The Energy Savings Scheme (ESS) is a NSW-based, mandatory scheme for electricity retailers and other participants under the Electricity Supply Act 1995.
The ESS reduces energy consumption in NSW by creating financial incentives for households and businesses to invest in energy savings by installing, improving or replacing energy savings equipment.
This webpage provides information about review of the ESS and of the ESS Rule, and about exemptions from the ESS. For information about how to participate in the ESS, please visit the Energy Savings Scheme website.
About the ESS
The Energy Savings Scheme was established in 2009 under the Electricity Supply Act 1995. The Act provides that the primary objective of the ESS is to create a financial incentive to reduce the consumption of energy by encouraging energy saving activities. The ESS works by placing an obligation on NSW energy retailers and other liable parties to purchase energy savings in the form of Energy Savings Certificates each year. These certificates are created by an Accredited Certificate Provider when an energy user undertakes an eligible energy savings activity.
The ESS has been highly successful to date. Between mid-2009 and January 2016, the ESS supported projects that will deliver around 12,800 gigawatt hours of energy savings over their lifetimes. These savings are estimated to deliver around $1.8 billion in energy bill savings for NSW households and businesses over the next decade or more.
The ESS is legislated to continue until 2025.

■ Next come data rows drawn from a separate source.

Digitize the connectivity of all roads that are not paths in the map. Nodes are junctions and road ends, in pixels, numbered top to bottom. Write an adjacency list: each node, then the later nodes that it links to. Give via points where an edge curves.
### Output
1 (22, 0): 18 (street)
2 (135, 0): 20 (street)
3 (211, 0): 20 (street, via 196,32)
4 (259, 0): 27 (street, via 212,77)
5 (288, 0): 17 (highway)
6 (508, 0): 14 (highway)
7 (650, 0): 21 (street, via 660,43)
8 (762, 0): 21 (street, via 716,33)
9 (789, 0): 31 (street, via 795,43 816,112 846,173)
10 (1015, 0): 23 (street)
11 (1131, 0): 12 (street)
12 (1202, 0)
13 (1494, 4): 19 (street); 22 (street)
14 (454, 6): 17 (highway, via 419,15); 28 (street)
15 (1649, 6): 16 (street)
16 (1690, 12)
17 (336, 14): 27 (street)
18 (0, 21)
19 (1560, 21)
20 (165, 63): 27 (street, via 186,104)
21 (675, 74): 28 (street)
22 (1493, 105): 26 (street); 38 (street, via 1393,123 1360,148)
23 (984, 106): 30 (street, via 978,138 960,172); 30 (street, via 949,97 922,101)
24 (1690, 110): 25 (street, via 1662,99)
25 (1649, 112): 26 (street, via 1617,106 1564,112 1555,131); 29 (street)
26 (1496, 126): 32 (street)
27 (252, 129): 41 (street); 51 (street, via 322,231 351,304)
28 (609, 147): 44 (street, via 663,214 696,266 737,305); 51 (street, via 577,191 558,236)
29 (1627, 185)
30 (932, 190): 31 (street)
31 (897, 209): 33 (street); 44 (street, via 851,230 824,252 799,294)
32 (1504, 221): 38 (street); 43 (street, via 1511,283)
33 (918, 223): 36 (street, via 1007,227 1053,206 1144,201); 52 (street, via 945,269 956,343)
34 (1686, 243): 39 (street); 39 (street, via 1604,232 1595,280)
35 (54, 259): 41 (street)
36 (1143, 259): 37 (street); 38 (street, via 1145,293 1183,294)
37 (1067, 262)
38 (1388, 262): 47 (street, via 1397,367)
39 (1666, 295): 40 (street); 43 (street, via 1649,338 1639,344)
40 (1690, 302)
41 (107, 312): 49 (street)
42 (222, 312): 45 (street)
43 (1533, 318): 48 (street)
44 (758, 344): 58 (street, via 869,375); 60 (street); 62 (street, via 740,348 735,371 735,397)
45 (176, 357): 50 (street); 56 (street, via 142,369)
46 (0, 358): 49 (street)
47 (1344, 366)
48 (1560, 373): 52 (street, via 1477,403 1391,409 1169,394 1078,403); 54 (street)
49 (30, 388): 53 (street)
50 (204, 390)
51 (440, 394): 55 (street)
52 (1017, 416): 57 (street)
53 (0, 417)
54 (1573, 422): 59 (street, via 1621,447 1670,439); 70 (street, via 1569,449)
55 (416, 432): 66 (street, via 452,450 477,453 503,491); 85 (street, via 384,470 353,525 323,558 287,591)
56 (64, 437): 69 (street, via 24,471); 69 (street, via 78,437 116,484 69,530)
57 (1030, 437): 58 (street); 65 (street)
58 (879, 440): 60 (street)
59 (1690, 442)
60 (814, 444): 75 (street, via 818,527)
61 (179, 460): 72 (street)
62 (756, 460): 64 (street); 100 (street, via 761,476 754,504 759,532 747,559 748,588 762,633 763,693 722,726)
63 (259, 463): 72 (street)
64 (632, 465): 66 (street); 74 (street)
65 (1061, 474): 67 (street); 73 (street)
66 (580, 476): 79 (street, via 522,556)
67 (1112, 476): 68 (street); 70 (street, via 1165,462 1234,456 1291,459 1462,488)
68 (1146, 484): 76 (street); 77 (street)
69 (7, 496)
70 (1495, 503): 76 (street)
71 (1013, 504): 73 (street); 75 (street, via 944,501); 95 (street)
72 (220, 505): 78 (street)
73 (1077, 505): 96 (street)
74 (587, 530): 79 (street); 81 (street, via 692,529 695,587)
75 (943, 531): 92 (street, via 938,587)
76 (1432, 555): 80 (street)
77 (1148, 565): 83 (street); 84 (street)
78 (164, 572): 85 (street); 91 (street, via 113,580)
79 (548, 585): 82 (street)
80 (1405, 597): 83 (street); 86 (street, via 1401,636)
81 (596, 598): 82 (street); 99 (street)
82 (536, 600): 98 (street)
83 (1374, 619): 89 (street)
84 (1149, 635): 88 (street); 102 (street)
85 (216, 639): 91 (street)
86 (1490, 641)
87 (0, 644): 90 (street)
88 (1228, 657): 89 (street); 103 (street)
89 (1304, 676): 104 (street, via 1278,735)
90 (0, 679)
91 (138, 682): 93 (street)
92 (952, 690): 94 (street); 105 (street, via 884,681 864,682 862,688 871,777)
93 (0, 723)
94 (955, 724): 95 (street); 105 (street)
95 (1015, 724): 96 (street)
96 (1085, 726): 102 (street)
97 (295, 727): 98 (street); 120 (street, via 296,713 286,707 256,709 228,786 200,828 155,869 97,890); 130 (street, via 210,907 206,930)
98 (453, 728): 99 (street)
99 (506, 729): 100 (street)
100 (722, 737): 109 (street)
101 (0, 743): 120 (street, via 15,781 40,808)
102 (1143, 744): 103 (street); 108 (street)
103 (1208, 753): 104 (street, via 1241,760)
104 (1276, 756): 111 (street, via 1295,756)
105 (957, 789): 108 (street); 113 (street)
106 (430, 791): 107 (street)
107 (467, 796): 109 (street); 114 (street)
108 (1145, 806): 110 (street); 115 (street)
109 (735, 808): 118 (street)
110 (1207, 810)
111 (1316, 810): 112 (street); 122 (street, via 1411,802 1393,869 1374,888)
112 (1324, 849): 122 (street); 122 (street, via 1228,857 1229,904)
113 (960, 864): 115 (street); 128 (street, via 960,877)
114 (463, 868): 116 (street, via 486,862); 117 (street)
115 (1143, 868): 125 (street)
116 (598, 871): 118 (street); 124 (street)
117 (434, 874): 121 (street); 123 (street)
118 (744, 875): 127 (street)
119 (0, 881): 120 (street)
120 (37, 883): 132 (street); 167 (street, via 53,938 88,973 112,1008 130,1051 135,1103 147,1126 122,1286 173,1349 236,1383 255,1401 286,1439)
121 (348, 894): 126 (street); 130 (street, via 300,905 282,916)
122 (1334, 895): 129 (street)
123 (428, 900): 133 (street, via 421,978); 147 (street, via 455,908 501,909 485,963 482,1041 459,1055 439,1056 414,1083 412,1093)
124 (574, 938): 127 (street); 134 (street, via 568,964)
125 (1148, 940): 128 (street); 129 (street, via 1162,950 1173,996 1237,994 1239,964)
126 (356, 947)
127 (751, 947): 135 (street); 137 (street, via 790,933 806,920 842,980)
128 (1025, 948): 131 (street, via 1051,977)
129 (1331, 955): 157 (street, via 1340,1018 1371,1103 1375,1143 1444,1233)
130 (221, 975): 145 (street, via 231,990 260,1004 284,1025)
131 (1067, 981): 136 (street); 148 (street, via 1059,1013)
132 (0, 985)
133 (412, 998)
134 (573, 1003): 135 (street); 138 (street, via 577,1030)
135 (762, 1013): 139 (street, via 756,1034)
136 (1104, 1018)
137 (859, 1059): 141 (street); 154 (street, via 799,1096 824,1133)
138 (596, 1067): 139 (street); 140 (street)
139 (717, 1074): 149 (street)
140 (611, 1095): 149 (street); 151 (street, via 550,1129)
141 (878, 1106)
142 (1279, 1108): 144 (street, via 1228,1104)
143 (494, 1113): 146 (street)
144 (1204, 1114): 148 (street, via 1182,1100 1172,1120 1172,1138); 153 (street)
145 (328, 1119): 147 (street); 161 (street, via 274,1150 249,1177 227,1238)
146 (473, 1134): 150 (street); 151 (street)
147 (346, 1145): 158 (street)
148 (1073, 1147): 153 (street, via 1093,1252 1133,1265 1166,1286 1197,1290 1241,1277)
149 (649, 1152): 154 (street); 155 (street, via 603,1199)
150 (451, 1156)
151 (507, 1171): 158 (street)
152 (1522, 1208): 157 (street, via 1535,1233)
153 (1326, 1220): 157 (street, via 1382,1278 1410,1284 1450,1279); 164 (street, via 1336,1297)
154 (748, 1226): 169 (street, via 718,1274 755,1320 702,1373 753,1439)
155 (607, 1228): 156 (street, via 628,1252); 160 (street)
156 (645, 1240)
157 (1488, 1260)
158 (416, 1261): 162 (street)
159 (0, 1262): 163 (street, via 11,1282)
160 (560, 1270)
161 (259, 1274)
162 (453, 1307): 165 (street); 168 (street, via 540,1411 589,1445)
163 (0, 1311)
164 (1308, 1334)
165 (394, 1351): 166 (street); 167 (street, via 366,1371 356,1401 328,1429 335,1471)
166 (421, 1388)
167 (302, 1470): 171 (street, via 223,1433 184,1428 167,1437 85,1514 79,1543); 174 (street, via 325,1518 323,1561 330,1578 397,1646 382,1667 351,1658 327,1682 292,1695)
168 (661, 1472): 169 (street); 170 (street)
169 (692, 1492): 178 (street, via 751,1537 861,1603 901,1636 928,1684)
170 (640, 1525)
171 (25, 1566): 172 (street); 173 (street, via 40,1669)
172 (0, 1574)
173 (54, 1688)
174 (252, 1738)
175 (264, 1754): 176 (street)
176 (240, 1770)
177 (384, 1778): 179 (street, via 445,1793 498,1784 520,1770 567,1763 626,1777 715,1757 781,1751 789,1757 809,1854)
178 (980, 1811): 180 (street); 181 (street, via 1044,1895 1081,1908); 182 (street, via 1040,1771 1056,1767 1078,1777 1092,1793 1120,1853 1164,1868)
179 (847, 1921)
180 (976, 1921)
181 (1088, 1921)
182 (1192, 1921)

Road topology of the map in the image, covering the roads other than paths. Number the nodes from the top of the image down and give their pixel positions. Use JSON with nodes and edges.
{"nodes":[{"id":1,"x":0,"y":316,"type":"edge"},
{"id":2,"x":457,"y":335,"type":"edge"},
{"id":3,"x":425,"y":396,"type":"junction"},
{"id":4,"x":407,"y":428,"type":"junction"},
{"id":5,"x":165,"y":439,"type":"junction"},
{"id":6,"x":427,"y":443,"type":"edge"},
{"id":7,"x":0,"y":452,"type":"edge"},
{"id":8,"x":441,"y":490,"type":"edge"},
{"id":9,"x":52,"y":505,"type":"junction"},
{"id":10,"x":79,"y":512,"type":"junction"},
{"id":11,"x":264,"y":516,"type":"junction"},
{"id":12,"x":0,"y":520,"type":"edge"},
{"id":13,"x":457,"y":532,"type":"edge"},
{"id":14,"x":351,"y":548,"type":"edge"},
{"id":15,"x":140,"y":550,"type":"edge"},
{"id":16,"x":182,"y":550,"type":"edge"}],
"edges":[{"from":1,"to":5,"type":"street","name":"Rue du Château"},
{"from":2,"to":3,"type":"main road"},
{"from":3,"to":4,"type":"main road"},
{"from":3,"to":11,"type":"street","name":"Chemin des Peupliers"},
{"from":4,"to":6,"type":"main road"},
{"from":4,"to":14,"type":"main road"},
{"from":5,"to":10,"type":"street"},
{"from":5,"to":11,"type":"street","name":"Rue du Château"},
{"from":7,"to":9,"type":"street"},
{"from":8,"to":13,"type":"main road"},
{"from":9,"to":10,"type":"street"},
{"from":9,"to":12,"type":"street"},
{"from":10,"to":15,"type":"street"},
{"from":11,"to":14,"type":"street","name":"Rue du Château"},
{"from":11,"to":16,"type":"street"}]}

In 2014 and 2015 the NSW Government consulted on a statutory review of the Energy Savings Scheme, and on proposed reforms to the scheme. The Energy Savings Scheme Statutory Review (700 KB ) report is now available.
On 13 October 2015 the Minister for the Environment and the Minister for Industry, Resources and Energy announced the NSW Government's final position on the reforms to the ESS. The Electricity Supply Amendment (Energy Savings Scheme) Bill 2015 was introduced into the Parliament of NSW on 13 October 2015.
ESS Rule change 2015-2016
The NSW Government has amended the ESS Rule to enable the outcomes of the ESS Review, for example expanding the ESS to include gas savings. The amendment also updates saving factors and activity schedules for new technologies, and complements changes to building and equipment standards.
Further information about public consultation on the ESS Rule change consultation is available at the 2015-2016 ESS Rule change webpage.
Current ESS Rule
The ESS Rule sets out how Energy Savings Certificates are created.
As part of the ESS Review in 2015, the NSW Government committed to managing an annual process to update the ESS Rule. For the three years following the amendment on 15 April 2016, the NSW Government intends to limit changes to the ESS Rule to minor amendments. The annual review process will:
- incorporate stakeholder feedback and evaluation results
- maintain the effectiveness of the rule, through updates to savings factors, and adding activity schedules for new technologies, and
- complement changes to building and equipment standards.
The NSW Government intends to provide annual updates to the ESS Rule to update deemed savings factors and incorporate new products and practices, with a major review of the ESS Rule every three years. Any suggestions for Scheme improvements should be emailed to firstname.lastname@example.org. Suggestions should include available evidence to support the recommendation in line with the Scheme’s objectives.
ESS exemptions 2016
Under Sections 119-122 in Part 9 of the NSW Electricity Supply Act 1995, the Minister for Industry, Resources and Energy may publish an Order in the NSW Government Gazette granting full or partial exemption from ESS liabilities in respect of any electricity load used in connection with an industry or activity that is both emissions intensive and trade exposed.
The Minister must be satisfied that the electricity load is used in connection with an industry or activity that is both emissions intensive and trade exposed and that the exemption is otherwise generally consistent with the objects of Part 9 of the Act.
ESS exemption applications are assessed based on the exempt industries and activities identified by the Australian Government's Clean Energy Regulator.
The 2016 ESS Exemptions Order grants exemptions from the ESS.